In contrast, the sphere movie says going thru is ok, but tearing is not. (That’s the same link cited in my original comment.)

Keep it simple. Jim’s comment was that deforming and gluing a flat sheet to form a torus requires another dimension, namely time. To be specific, Jim considered 3 processes:

1. glue the left and right sides together, then glue the two circles.
2. glue the top and bottom sides together, then the two circles.
3. glue both pairs of sides together simultaneously.

He cannot see that the third process generates a torus. Well, neither can I.

I’d like to think that it does, but it doesn’t have to.

The formal mathematics doesn’t actually deal with the deformation process we’re imagining; rather it shows “before” and “after”. Don’t get me wrong: the formal math is motivated by the deformation process, and if the formal math hadn’t led to results which were by-and-large plausible, we would have changed the math.

The mathematics requires that a function describing “before” and “after” be a homeomorphism: 1-1 and both the function and its inverse are continuous. But this isn’t a description of “during”. We describe the result of gluing, not the process of gluing.

Let me show you a much simpler drawing than a torus, simpler even than a cylinder. I start with a line segment of the x-axis, and I want to transform it into a circle. If I imagine that I am wrapping the line onto the circle – wrapping a strip of paper mache’ onto a frame – then I could come up with the following mapping.

$\gamma(t) = \{\sin (t), 1-\cos (t)\}$

It starts at the origin and moves CWW (counter-clockwise); t runs from 0 to $2\ \pi\$.
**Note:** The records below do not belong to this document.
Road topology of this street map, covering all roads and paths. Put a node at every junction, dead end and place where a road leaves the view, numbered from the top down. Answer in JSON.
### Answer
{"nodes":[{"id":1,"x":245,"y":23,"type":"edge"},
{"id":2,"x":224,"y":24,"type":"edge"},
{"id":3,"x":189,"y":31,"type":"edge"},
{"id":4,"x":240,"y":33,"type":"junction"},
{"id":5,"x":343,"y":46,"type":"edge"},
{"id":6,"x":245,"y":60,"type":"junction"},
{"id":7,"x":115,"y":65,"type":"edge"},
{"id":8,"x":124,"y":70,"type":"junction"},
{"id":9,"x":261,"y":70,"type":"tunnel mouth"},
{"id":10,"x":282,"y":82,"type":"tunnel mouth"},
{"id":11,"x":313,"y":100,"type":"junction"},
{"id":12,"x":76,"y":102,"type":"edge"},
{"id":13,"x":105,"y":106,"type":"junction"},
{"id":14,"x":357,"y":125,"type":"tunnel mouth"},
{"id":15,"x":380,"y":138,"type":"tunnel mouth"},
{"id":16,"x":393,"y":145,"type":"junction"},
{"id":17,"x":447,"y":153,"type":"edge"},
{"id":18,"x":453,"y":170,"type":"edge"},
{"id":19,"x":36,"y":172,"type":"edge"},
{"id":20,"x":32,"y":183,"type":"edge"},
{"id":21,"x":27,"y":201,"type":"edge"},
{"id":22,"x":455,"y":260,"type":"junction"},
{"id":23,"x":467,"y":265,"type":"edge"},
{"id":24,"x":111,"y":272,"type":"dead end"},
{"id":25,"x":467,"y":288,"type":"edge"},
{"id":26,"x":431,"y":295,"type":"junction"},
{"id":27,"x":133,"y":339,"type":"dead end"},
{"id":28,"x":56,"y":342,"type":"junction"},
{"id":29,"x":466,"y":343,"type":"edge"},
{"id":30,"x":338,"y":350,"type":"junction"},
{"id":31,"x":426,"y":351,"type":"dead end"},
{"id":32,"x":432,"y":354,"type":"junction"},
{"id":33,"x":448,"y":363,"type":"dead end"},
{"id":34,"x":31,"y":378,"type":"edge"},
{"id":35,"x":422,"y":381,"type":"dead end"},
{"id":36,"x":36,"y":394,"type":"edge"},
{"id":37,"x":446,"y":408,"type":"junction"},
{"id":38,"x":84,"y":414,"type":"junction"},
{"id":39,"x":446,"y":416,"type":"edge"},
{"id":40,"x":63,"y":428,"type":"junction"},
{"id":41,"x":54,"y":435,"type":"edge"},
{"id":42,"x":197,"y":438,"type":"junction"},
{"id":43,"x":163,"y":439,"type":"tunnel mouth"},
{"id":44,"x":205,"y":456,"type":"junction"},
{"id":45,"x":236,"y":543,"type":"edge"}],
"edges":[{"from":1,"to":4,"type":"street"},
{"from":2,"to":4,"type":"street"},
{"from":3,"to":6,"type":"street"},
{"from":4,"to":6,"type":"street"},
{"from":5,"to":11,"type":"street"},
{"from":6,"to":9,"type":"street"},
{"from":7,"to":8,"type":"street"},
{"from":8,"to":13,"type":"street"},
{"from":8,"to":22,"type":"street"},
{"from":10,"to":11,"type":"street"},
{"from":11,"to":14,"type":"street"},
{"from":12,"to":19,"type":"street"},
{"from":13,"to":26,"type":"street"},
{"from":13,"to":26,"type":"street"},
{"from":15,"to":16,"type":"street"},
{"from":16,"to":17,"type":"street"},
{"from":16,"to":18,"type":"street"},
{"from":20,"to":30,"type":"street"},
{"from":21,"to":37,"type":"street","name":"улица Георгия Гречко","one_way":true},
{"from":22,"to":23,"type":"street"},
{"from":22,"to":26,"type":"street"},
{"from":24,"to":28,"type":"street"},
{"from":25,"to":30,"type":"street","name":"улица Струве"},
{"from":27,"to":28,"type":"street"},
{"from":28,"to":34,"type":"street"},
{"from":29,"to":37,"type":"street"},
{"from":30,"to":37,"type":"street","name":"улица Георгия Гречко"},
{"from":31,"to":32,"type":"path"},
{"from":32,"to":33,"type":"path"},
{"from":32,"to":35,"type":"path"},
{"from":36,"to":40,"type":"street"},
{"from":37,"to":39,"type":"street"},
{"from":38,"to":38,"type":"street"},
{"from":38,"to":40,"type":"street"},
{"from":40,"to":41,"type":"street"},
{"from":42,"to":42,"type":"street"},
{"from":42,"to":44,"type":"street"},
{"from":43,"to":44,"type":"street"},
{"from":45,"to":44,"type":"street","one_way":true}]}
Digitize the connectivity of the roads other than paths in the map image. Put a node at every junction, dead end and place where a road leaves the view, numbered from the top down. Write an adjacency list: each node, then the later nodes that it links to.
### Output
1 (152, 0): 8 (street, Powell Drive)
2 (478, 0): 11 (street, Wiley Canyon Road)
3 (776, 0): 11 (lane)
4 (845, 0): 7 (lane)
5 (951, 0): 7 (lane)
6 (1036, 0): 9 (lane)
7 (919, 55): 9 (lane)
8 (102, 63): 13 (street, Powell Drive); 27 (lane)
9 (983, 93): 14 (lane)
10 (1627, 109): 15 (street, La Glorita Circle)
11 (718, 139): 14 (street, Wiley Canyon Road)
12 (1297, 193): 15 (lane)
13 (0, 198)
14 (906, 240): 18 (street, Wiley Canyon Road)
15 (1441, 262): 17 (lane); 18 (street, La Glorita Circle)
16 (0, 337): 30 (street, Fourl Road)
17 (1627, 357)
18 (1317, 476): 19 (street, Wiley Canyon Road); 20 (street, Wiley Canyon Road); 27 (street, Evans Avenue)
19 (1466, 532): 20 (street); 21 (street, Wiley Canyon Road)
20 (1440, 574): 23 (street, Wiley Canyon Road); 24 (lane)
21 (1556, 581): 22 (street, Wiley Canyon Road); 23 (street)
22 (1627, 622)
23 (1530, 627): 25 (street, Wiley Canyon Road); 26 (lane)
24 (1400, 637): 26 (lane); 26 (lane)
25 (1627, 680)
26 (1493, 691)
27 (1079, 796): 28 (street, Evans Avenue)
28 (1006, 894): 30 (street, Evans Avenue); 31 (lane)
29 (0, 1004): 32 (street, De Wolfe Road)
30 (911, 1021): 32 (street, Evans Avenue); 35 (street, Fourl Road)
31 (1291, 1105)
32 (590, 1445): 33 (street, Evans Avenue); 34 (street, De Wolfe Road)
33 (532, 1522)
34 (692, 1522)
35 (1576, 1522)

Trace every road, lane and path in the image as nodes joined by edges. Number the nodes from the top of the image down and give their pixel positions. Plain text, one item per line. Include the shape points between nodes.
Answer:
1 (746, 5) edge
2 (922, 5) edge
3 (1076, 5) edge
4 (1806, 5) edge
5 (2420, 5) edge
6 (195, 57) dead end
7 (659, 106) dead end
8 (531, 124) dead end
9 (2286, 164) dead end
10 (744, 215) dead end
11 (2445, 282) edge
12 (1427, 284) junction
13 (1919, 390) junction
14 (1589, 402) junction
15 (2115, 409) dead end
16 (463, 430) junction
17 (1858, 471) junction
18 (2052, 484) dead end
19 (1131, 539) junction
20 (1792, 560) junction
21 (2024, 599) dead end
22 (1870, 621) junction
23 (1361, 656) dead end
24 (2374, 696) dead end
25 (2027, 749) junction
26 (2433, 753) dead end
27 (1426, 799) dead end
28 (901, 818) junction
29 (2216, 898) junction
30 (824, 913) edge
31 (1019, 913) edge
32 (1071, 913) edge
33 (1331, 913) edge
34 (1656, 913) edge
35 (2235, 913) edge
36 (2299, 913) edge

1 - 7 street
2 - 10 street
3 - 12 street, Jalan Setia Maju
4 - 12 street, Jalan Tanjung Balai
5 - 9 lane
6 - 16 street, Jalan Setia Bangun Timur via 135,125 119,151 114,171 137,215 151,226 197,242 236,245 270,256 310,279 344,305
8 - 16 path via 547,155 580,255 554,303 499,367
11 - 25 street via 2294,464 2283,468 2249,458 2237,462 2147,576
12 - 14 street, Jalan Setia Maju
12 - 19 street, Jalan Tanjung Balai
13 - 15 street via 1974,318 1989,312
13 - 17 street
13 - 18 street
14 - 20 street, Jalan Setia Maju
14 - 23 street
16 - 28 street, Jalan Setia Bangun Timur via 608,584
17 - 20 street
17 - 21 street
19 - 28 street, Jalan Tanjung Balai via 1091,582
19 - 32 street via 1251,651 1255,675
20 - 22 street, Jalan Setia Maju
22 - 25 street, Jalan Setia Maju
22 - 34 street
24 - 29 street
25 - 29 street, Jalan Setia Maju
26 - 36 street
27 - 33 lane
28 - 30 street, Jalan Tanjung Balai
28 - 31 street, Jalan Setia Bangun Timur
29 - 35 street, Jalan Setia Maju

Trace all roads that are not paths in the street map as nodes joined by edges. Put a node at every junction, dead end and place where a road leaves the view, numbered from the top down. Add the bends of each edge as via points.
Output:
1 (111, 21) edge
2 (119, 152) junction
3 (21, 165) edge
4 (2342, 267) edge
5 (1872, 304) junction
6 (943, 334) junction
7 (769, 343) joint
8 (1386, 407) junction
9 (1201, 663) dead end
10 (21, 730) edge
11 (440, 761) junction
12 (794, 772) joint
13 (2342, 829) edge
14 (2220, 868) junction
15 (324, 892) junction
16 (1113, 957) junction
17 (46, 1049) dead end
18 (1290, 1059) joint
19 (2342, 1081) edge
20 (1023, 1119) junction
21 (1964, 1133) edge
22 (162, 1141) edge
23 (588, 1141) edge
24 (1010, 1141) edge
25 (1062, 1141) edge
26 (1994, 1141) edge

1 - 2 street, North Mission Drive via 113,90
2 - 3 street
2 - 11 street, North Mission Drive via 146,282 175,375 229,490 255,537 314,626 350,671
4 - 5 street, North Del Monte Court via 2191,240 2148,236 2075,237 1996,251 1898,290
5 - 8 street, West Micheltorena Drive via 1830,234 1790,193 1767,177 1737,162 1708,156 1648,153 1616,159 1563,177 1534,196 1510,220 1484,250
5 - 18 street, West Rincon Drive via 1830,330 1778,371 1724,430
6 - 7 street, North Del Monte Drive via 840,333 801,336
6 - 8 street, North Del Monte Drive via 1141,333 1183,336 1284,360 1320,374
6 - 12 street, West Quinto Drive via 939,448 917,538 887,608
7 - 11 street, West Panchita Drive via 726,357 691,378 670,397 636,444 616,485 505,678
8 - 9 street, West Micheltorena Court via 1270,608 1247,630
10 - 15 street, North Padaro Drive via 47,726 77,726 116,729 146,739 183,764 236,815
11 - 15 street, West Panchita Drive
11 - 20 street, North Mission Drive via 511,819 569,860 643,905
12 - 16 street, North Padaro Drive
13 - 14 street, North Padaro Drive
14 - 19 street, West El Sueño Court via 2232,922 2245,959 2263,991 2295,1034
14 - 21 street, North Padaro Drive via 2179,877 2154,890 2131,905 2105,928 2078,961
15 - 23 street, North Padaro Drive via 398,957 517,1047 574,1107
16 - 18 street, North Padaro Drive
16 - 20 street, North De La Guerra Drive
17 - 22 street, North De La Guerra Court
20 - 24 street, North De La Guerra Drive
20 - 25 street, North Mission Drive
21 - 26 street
Now, draw lines from “before” points on the line to “after” points on the circle. Let’s do it first for just the leftmost quarter of the line segment, $\left[0,\ \frac{\pi }{2}\right]\$:

add the next quarter, $\left[\frac{\pi }{2},\ \pi \right]\$:

We see a problem as we move toward the top. As one example of many, the line L to the top of the circle, mapping the point $\left(0,\ \pi \right)$ on the line to the point (0,2) on the circle, passes through the circle. That is, it passes thru points that have already been mapped to the circle. If we imagine that these lines had been traced out at constant speed, but stopping when they reach their destination on the circle, then the line L hits and goes thru a point on the circle.

The problem is even clearer when we add mappings from the last half of the line segment, since all the lines which are mapped to the left of the circle must pass thru the right of the circle, and all of those points have already been “installed”, as it were. Let’s see this with the 3rd quarter of the line segment $\left[\pi,\ \frac{3\ \pi }{2}\right]\$:

This process was a far cry from “wrapping” the line segment onto the circle. But such processes have nothing to do with the homeomorphism between the glued line and the circle.

The homeomorphism is a relationship between the glued line and the circle; not a relationship from the glued line to the circle. There are many processes from the glued line to the circle, but not all of them are nice. And this is one that isn’t nice.